Arrivée la veille, tard dans la nuit, le réveil fut tardif et tant mieux. Avec un départ à 15h30, je préfère être légèrement décalée et ne pas subir l’attente en pleine fournaise iséroise. Le décalage a cependant pêché au moment de trouver place dans le parking prévus pour les coureurs, et l’absence de restaurant sur la route. Il est 12h36, je suis dans ma voiture à attendre une place, et je n’ai toujours pas mangé. Le stress monte, mais j’essaie de garder mon calme.

L’attente pour la navette qui permet de rejoindre le départ se fait longue, et je regarde ma montre de manière incessante.  Je suis à deux doigts de descendre en courant jusqu’au départ, quand enfin, un mini-bus arrive sur le côté. Le chauffeur crie « 3 places, 3 places » et je me précipite sans un regard pour mes congénères. Désolé les gars, je n’ai pas mangé, et moi ça me fait ressortir mon instinct de survie.

S’en suit une double mission de récupération de dossard et de désespoir pour trouver un snack qui serve encore. Après de nombreux aller-retour sur la base nautique de Treffort, je finis avec des épingles d’une dame venant de finir le 15km et une baguette et quelques tranches de fromage. Instinct de survie, je vous le dis. La pression retombe en un instant, je mange, je sieste, j’attends même. Il fait chaud, mais le ciel est couvert et de petites gouttes tombent par moment. On nous annonce l’orage d’un côté, la chaleur à crever au sommet. Qui vivra verra, c’est l’heure du départ.

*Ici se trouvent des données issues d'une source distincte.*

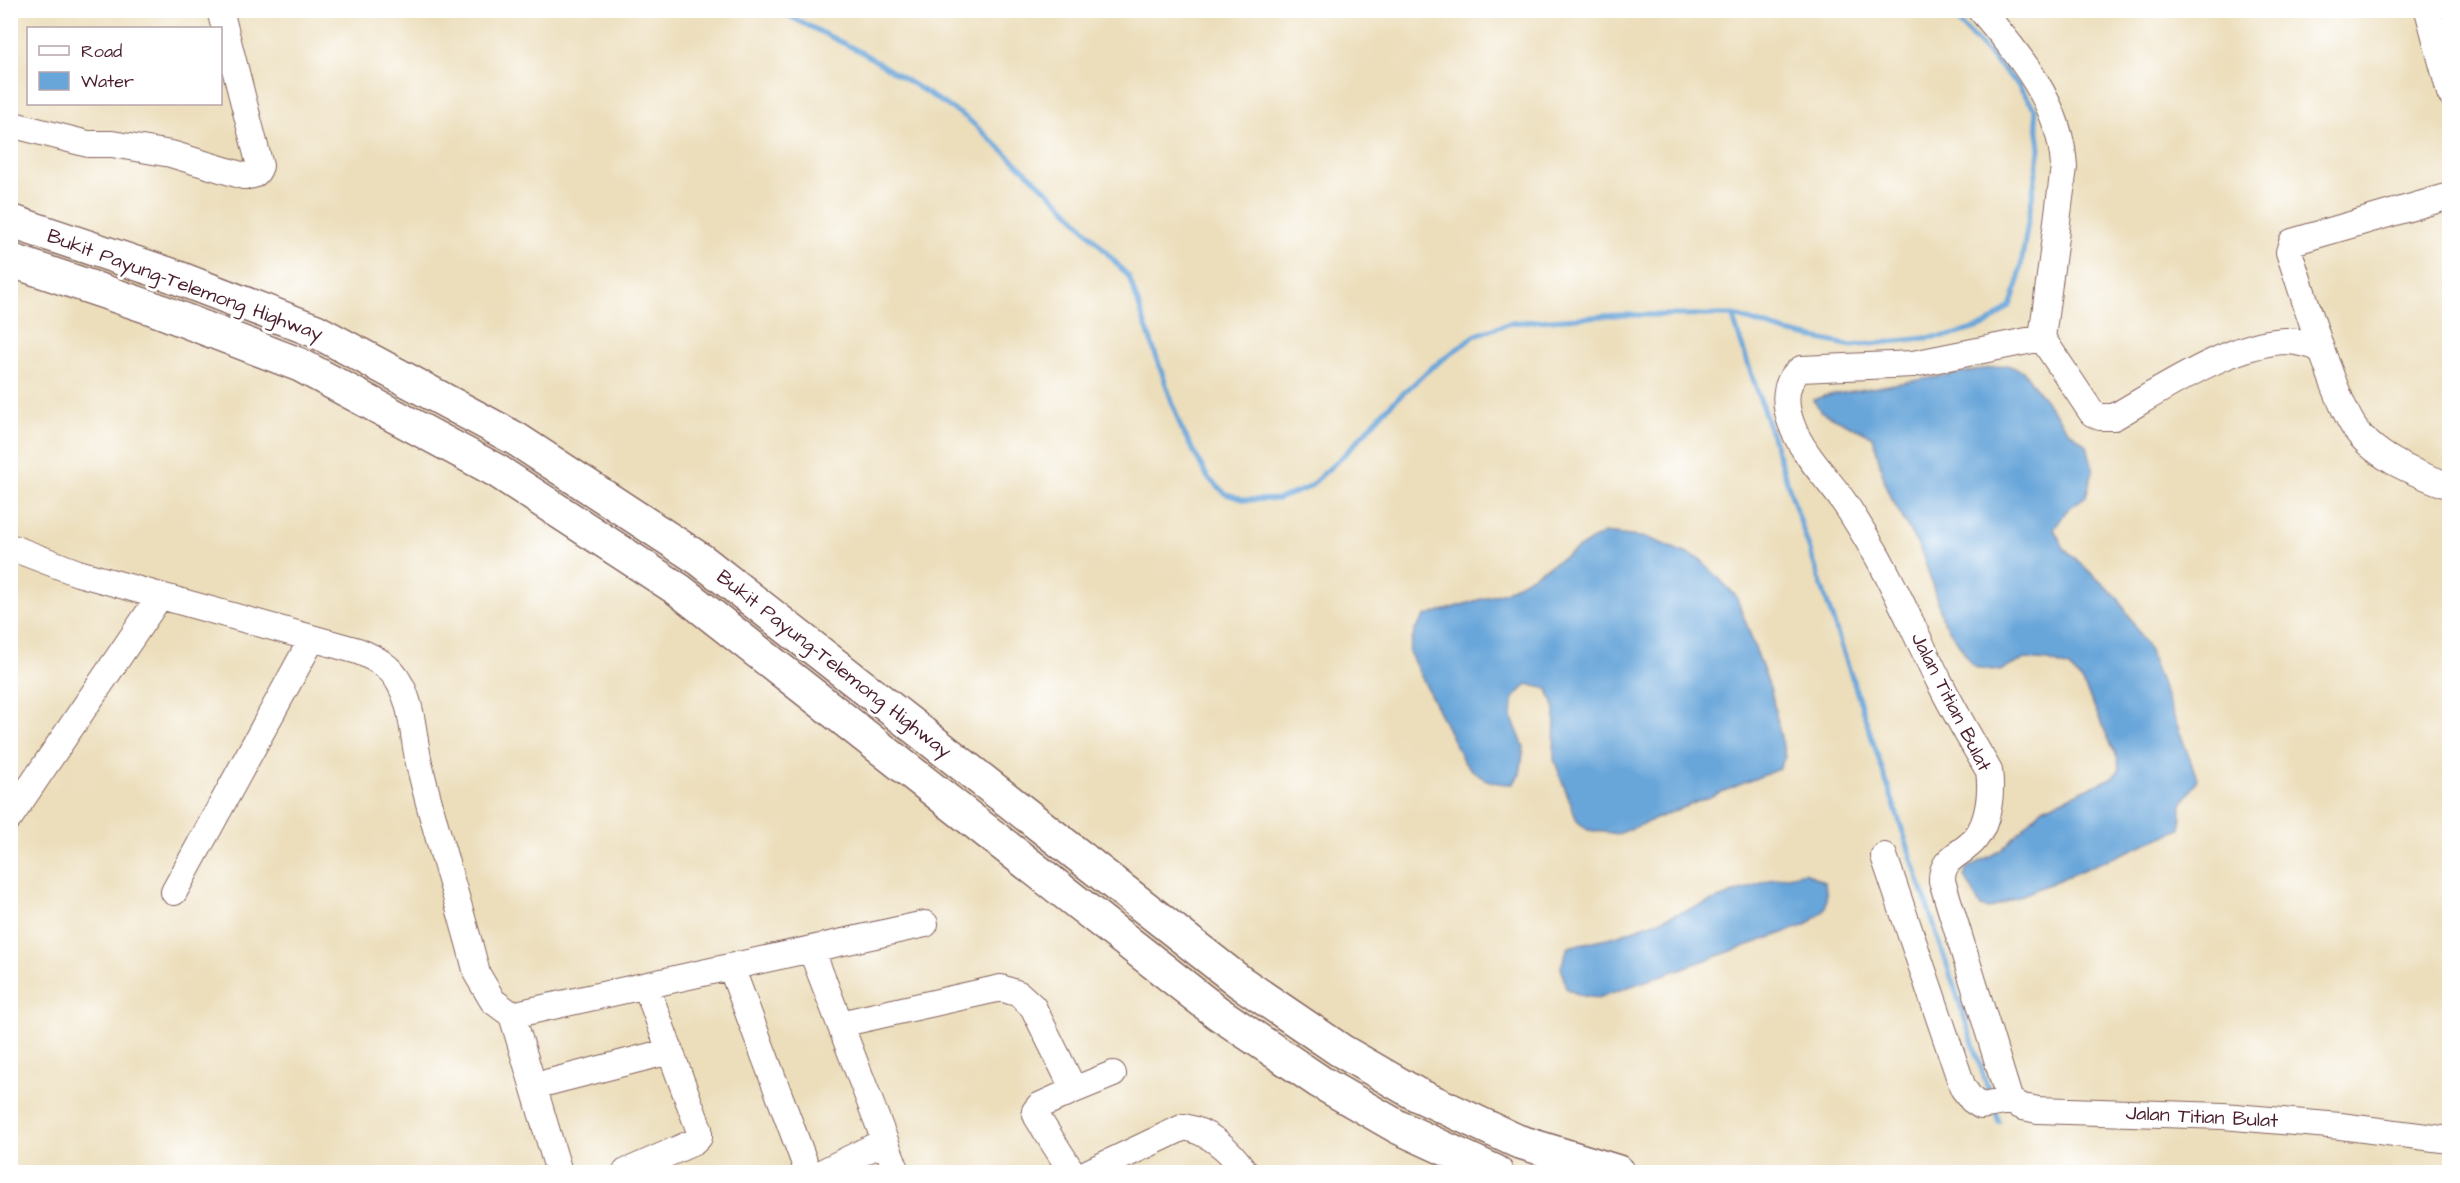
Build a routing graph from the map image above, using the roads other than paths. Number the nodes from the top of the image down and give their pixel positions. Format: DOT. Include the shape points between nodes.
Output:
graph roads {
  1 [pos="219,10"];
  2 [pos="1981,10"];
  3 [pos="2427,10"];
  4 [pos="2450,93"];
  5 [pos="10,124"];
  6 [pos="2450,196"];
  7 [pos="10,221"];
  8 [pos="10,260"];
  9 [pos="2042,338"];
  10 [pos="2321,349"];
  11 [pos="2450,486"];
  12 [pos="10,546"];
  13 [pos="160,596"];
  14 [pos="312,639"];
  15 [pos="10,817"];
  16 [pos="1884,856"];
  17 [pos="174,892"];
  18 [pos="925,924"];
  19 [pos="811,949"];
  20 [pos="731,967"];
  21 [pos="646,986"];
  22 [pos="512,1015"];
  23 [pos="840,1024"];
  24 [pos="670,1051"];
  25 [pos="1113,1074"];
  26 [pos="534,1086"];
  27 [pos="1074,1090"];
  28 [pos="2010,1101"];
  29 [pos="2450,1140"];
  30 [pos="885,1141"];
  31 [pos="559,1173"];
  32 [pos="626,1173"];
  33 [pos="808,1173"];
  34 [pos="823,1173"];
  35 [pos="897,1173"];
  36 [pos="1072,1173"];
  37 [pos="1089,1173"];
  38 [pos="1245,1173"];
  39 [pos="1496,1173"];
  40 [pos="1618,1173"];
  1 -- 5 [label="street" via="260,166 253,176 171,154 112,144 94,145"];
  2 -- 9 [label="street" via="2021,57 2041,90 2063,149"];
  3 -- 4 [label="street"];
  6 -- 10 [label="street" via="2292,242 2289,252"];
  7 -- 40 [label="highway, Bukit Payung-Telemong Highway" via="168,274 316,331 516,439 701,560 1240,982 1340,1050 1416,1094 1516,1141"];
  8 -- 39 [label="highway, Bukit Payung-Telemong Highway" via="155,309 300,365 497,471 680,590 1218,1012 1320,1082 1379,1116"];
  9 -- 10 [label="street" via="2092,413 2108,419 2195,370 2242,351 2288,341"];
  9 -- 28 [label="street, Jalan Titian Bulat" via="1913,364 1801,369 1786,390 1786,408 1797,438 1844,502 1876,555 1989,771 1989,799 1980,831 1975,840 1949,859 1942,881"];
  10 -- 11 [label="street" via="2351,422 2368,444 2389,459"];
  12 -- 13 [label="street" via="78,573"];
  13 -- 14 [label="street"];
  13 -- 15 [label="street"];
  14 -- 17 [label="street"];
  14 -- 22 [label="street" via="377,659 399,681 477,974 493,1001"];
  16 -- 28 [label="street" via="1963,1088 1981,1106"];
  18 -- 19 [label="street"];
  19 -- 20 [label="street"];
  19 -- 23 [label="street"];
  20 -- 21 [label="street"];
  20 -- 33 [label="street"];
  21 -- 22 [label="street"];
  21 -- 24 [label="street"];
  22 -- 26 [label="street"];
  23 -- 27 [label="street" via="1001,988 1013,991 1033,1007"];
  23 -- 30 [label="street"];
  24 -- 26 [label="street"];
  24 -- 32 [label="street" via="699,1137"];
  25 -- 27 [label="street"];
  26 -- 31 [label="street"];
  27 -- 36 [label="street" via="1035,1111"];
  28 -- 29 [label="street, Jalan Titian Bulat" via="2038,1110 2223,1116 2340,1125"];
  30 -- 34 [label="street"];
  30 -- 35 [label="street"];
  37 -- 38 [label="street" via="1184,1127 1211,1137"];
}
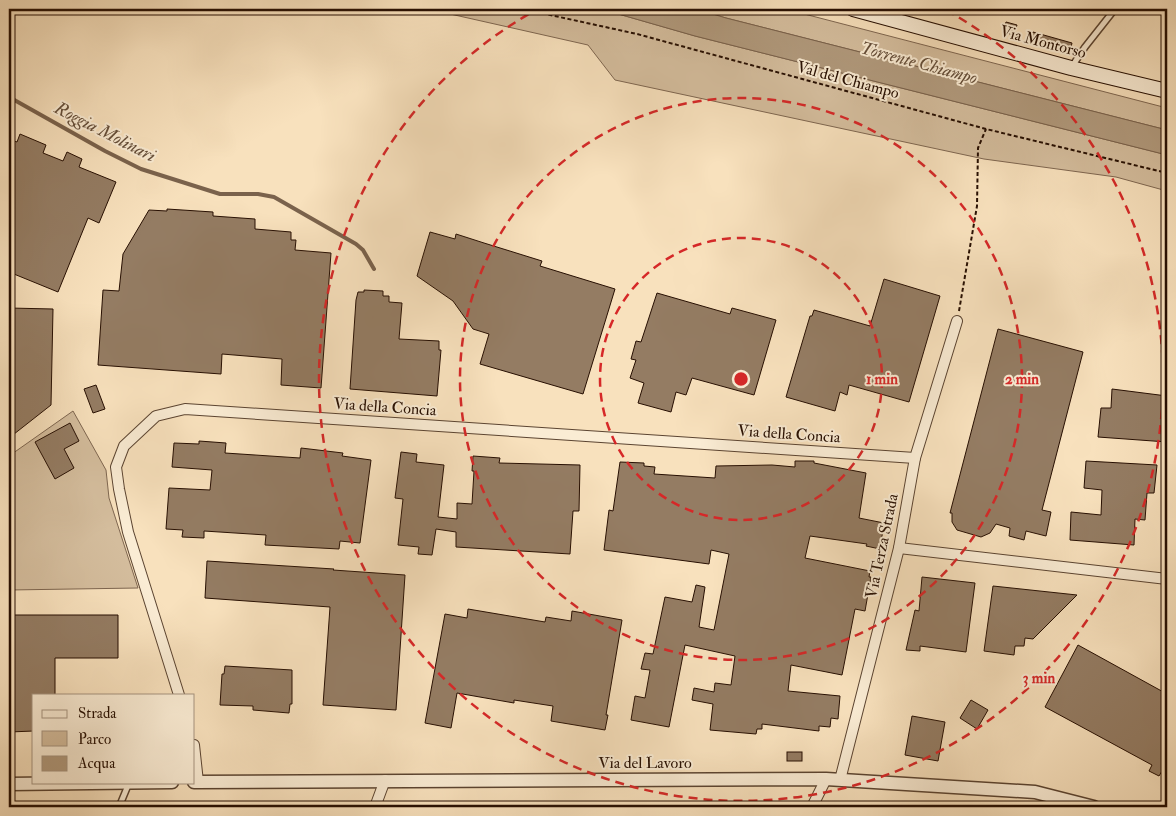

Le départ du trail de la Côte Rouge

Grande rebelle de nature, je décide de passer dans la première vague au lieu de la deuxième prévue, pour partir avec Jessica et Camille, rencontrées via Instagram et reconnues sur le chemin des toilettes. On se place plutôt en arrière, pas certaines de notre préparation pour ce genre de course. Après quelques interviews au micro, l’animateur annonce le départ et fait le décompte dans la foulée ; « 5 … 4 … 3 … 2 … 1 … Partez ! ». La foule s’élance, et on démarre à petits pas au milieu de celle-ci.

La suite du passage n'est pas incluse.